By Russ Pankonin
The Imperial Republican
Frenchman Valley Coop (FVC) in Imperial played host to an eight-member Nigerian trade team Tuesday morning as the first of several stops in Nebraska.
The trade team wants to learn about production prospects for wheat, both hard red and hard white varieties.
During their stop in Imperial, they toured the grain handling facilities of FVC.
They traveled to Elsie where they toured the Brent Robinson farm to see his wheat production and equipment used in his operation.
Robertson serves as the District 7 representative on the Nebraska Wheat Board.
The trade group concluded their visit in Perkins County with a lunch in Grant with the board members of FVC.
From there, they were headed to the Chappell area to visit V&F Farms to see Larry Flohr’s certified wheat seed production. Flohr is the District 3 representative on the Nebraska Wheat Board. In addition, they visited FVC’s shuttle train facility in Chappell. The Chappell site accounts for about 20 percent of the wheat FVC receives each year.
During their tour in Imperial, Imran-Ur-Rashid, plant manager of a flour mill in Lagos, Nigeria, expressed particular interest in FVC’s ability to deliver specified levels of protein in a wheat shipment.
Grain Manager Ryan Schultz explained FVC has the bin space to separate the wheat by levels of protein.
He explained that when a specified level of protein is requested, they blend wheat with specific protein levels to get to the desired level.
The plant manager said they want shipments that are consistent throughout the load. Schultz said their blending capabilities enable them to do that.
Rashid added they are particularly interested in purchasing more white wheat. FVC Board member Rick Taylor of Enders said all of his wheat acres are planted to hard white wheat this year and expects that trend to grow.
He said varieties are continuing to improve and have been bred to be less susceptible to sprout damage.

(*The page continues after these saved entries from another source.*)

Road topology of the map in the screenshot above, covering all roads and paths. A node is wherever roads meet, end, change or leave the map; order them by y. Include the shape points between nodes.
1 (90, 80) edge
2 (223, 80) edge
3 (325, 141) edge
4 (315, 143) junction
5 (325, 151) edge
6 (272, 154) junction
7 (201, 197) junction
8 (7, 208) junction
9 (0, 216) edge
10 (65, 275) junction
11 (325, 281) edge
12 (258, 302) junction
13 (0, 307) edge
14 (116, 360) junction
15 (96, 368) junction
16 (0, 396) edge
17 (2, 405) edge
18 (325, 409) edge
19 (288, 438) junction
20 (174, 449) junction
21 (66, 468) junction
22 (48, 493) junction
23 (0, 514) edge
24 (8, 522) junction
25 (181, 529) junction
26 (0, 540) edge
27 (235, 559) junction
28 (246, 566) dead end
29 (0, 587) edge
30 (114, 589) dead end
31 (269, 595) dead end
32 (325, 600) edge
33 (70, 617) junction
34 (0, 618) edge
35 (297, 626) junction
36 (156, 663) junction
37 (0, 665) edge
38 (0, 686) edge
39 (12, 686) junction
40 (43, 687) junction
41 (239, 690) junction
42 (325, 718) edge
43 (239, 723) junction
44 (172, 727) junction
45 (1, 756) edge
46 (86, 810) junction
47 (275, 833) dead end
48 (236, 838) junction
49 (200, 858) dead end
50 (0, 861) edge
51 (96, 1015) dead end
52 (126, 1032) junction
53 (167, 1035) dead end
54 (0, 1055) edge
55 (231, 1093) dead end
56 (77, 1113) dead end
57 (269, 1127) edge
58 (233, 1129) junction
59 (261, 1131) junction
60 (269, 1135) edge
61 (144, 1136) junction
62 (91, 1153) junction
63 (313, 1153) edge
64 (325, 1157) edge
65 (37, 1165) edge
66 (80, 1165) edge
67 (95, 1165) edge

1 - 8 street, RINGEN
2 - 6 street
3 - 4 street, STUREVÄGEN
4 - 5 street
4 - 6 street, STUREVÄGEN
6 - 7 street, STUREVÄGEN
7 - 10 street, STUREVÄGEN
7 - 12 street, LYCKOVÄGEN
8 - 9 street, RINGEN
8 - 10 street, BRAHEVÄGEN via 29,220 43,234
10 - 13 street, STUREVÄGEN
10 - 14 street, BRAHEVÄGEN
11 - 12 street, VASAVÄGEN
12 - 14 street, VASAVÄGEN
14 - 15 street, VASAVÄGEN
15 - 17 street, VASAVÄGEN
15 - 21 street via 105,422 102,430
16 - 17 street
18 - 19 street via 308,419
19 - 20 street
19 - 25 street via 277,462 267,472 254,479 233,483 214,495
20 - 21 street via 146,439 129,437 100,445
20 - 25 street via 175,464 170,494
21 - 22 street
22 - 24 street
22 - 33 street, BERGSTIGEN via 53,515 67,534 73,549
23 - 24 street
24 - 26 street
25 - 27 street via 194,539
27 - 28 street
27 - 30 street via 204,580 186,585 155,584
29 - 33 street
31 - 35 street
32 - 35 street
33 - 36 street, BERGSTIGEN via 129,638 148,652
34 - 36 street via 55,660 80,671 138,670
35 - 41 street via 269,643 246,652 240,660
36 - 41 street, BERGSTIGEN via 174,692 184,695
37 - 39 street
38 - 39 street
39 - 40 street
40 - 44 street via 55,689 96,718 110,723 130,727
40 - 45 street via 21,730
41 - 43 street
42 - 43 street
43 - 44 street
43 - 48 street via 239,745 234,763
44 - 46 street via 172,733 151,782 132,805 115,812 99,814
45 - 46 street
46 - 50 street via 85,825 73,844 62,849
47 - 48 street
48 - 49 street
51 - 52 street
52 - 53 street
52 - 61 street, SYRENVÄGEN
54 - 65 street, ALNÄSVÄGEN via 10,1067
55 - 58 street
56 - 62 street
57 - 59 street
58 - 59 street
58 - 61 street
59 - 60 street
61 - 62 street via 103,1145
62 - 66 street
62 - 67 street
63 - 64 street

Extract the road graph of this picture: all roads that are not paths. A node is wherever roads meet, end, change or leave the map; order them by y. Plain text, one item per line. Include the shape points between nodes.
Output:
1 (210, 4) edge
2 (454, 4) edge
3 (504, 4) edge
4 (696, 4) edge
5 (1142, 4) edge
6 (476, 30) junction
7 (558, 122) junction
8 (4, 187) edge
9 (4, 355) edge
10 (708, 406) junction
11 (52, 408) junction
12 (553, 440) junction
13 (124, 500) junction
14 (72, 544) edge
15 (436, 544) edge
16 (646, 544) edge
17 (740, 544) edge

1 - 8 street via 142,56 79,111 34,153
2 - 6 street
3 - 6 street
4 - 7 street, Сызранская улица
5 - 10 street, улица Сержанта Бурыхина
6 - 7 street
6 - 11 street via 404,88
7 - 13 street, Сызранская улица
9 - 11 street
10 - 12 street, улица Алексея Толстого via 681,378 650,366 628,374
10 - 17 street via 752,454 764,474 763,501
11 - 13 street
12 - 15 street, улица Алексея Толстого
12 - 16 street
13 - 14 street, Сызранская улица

Gerald Theus, a regional director for U.S. Wheat Associates in Cape Town, South Africa, said the U.S. is losing market share in Nigeria.
U.S. Wheat introduced white wheat to Nigeria, he said, and the millers liked the qualities of white wheat.
However, when white wheat suffered sprout damage and production dropped in the U.S., Theus said Nigeria turned to Australia for white wheat.
Nigeria has increased its demand for Australian white wheat from 12 million bushels to 24 million bushels. By 2017, he estimates the country will consume 38 million bushels of white wheat.
Theus said the U.S. is losing out by not boosting white wheat production. The U.S. used to supply 85 percent of Nigeria’s wheat. That’s now dropped to 70 percent.
For seven of the last eight years, Nigeria was the largest importer of wheat in the world.
Trade team in U.S. for a week
The Nigerian trade team arrived in Denver, Colo., on Sunday. They spent Monday with wheat growers and representatives in northeast Colorado.
Other stops planned in Nebraska include the High Plains Ag Lab in Sidney, the Haythorn Ranch in Arthur and Chief Industries in Kearney.
From there, they will visit with Kansas wheat growers and representatives. They will depart for Nigeria from Kansas City Saturday.